Eva
- Categories: Women's magazine
- Frequency: Weekly
- Publisher: Edizioni Vitagliano
- Founder: Ottavia Vitagliano
- Founded: 1933
- Final issue: 1968
- Company: Edizioni Vitagliano; Rusconi (from 1964);
- Country: Italy
- Based in: Milan
- Language: Italian

= Eva (Italian magazine) =

Women's magazine in Italy (1933–1968)

Eva was a weekly women's magazine which was published between 1933 and 1968 in Milan, Italy, with a two-year interruption. Its subtitle was settimanale per la donna italiana. Eva was one of the leading illustrated magazines (Italian: Rotocalchi) of the period.

==History and profile==
Eva was launched by Ottavia Vitagliano in 1933, and its first issue appeared in April that year. Its publisher was Edizioni Vitagliano based in Milan. In 1964 Rusconi acquired the magazine and owned it until 1968 when it was folded.
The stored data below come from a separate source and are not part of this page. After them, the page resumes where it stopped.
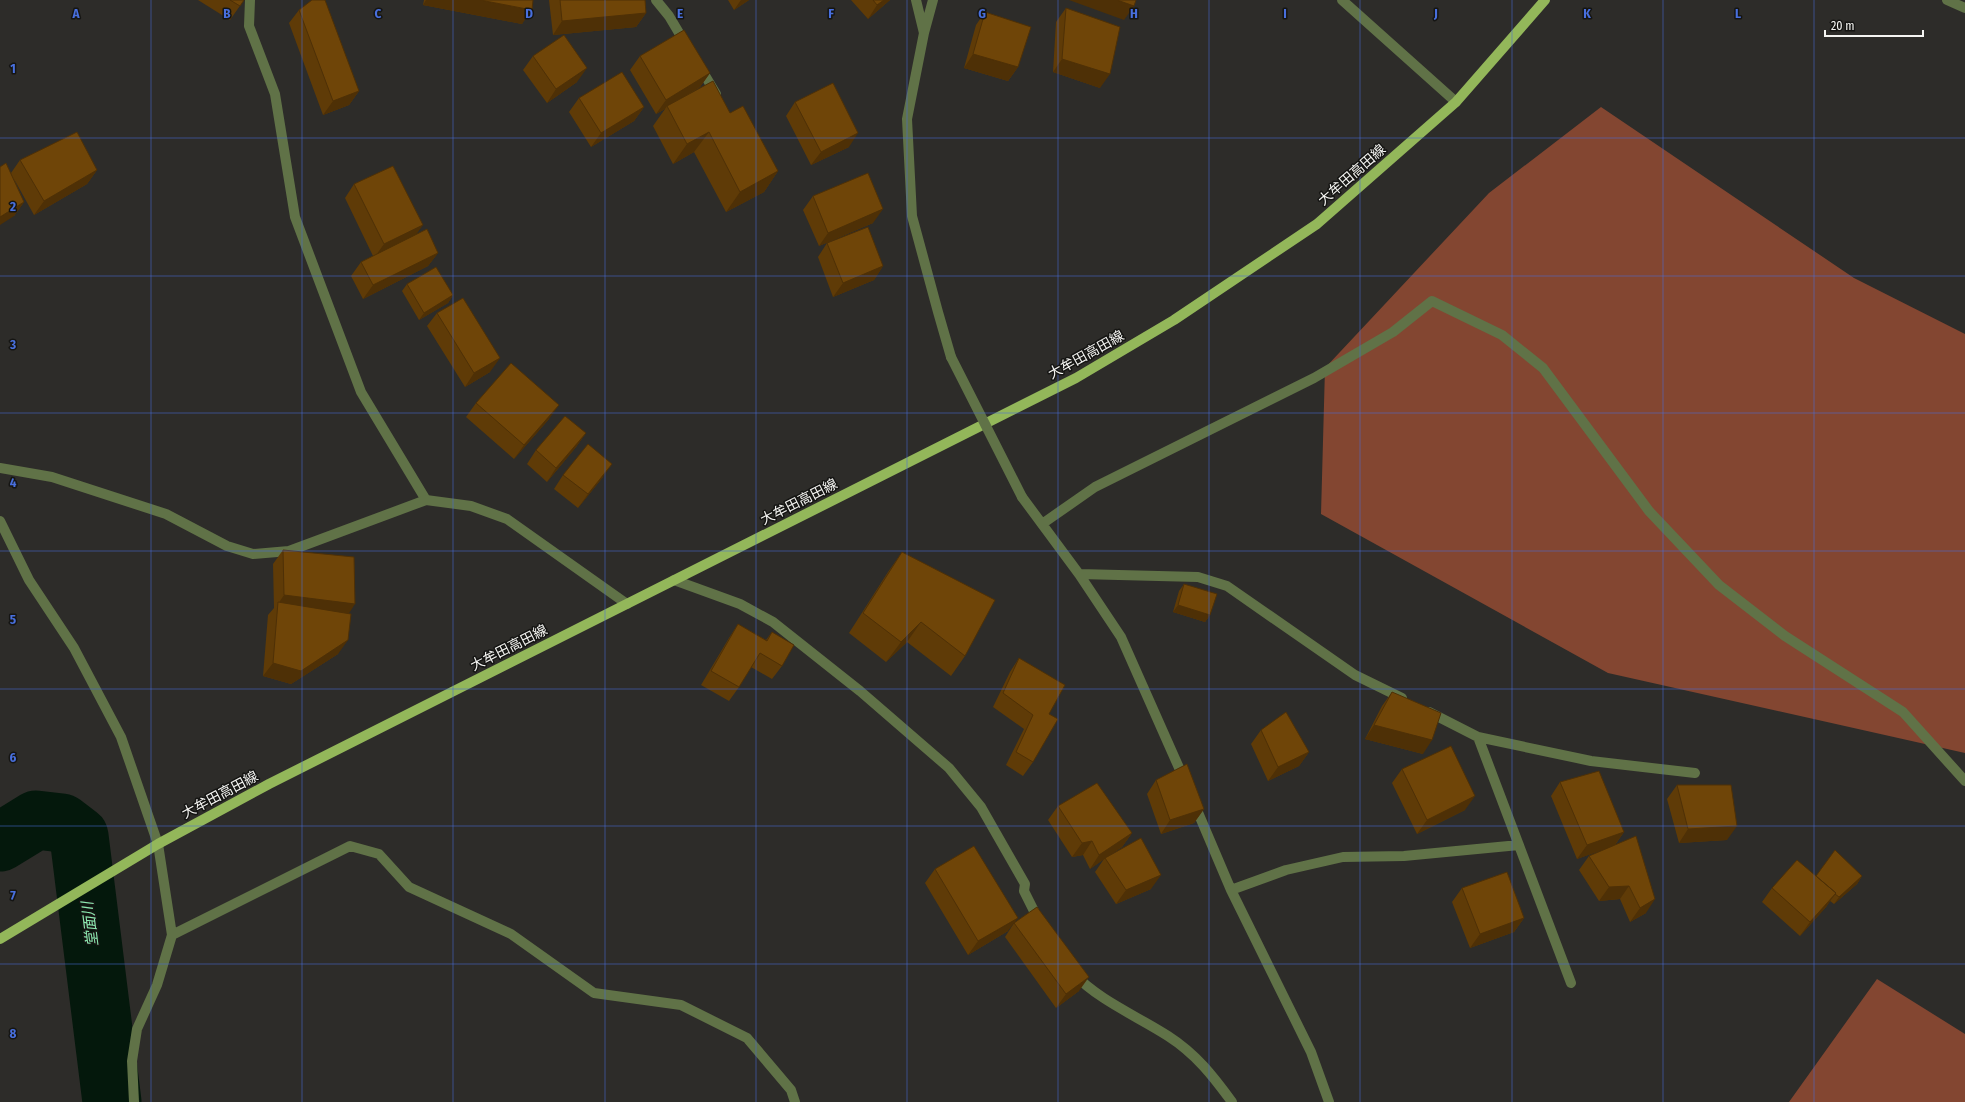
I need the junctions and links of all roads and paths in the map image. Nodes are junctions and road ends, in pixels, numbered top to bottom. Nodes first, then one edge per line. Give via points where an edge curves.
1 (250, 0) edge
2 (656, 0) edge
3 (916, 0) edge
4 (934, 0) edge
5 (1342, 0) edge
6 (1545, 0) edge
7 (1947, 0) edge
8 (1965, 8) edge
9 (924, 33) junction
10 (1456, 102) junction
11 (722, 104) edge
12 (0, 468) edge
13 (426, 500) junction
14 (0, 521) edge
15 (1042, 524) junction
16 (1079, 574) junction
17 (674, 580) junction
18 (627, 604) junction
19 (1478, 737) junction
20 (1695, 773) dead end
21 (1965, 781) edge
22 (158, 844) junction
23 (1519, 845) junction
24 (1231, 890) junction
25 (1044, 931) edge
26 (172, 935) junction
27 (0, 938) edge
28 (1067, 967) edge
29 (1571, 983) dead end
30 (134, 1102) edge
31 (795, 1102) edge
32 (1232, 1102) edge
33 (1329, 1102) edge

1 - 13 street via 249,26 275,94 296,217 361,392
2 - 11 street via 669,16
3 - 9 street
4 - 9 street
5 - 10 street
6 - 10 main road, 大牟田高田線
7 - 8 street
9 - 15 street, bridge via 907,119 912,216 951,357 1022,497
10 - 17 main road, 大牟田高田線 via 1317,224 1174,320 1076,378
12 - 13 street via 52,477 166,514 227,546 253,554 289,551
13 - 18 street via 471,506 507,519
14 - 22 street via 29,580 74,648 121,737
15 - 16 street
15 - 21 street via 1095,488 1320,374 1394,332 1432,301 1502,335 1543,368 1649,511 1719,585 1785,636 1903,712
16 - 19 street via 1198,577 1228,586 1355,675
16 - 24 street via 1121,638
17 - 18 main road, 大牟田高田線
17 - 25 street via 740,604 773,622 860,691 949,768 981,807 1025,884 1024,890
18 - 22 main road, 大牟田高田線 via 276,781
19 - 20 street via 1591,761
19 - 23 street
22 - 26 street
22 - 27 main road, 大牟田高田線
23 - 24 street via 1404,856 1343,857 1286,870
23 - 29 street
24 - 33 street via 1312,1052
26 - 30 street via 157,985 137,1029 132,1061
26 - 31 street via 350,846 379,854 409,887 511,934 594,993 681,1005 748,1038 792,1090
28 - 32 street via 1086,987 1170,1037 1208,1069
The magazine temporarily ceased publication between 1943 and 1945. It had 11 black and white pages at the start. Its page number was expanded to 32 in the period between 1952 and 1953. The magazine was published in oversize tabloid format using a velvet-like rotogravure printing.

==Content==
Eva was a mainstream women's magazine and covered articles on fashion, beauty hints, material on home and family. During its early phase Eva covered news about royal families and the Mussolini family. Its fashion content was very comprehensive. In addition, it frequently featured news about the leading American movie stars. The magazine had an advice column, Solo per te – lettere a Sonia, targeting women. Ottavia Vitagliano edited this column under her pseudonym Sonia. It also featured romantic fiction and featured the week's horoscope. Like many other leading Italian magazines of the 1930s Eva employed the photographs taken by the German photographer Paul Wolff through the Schostal agency.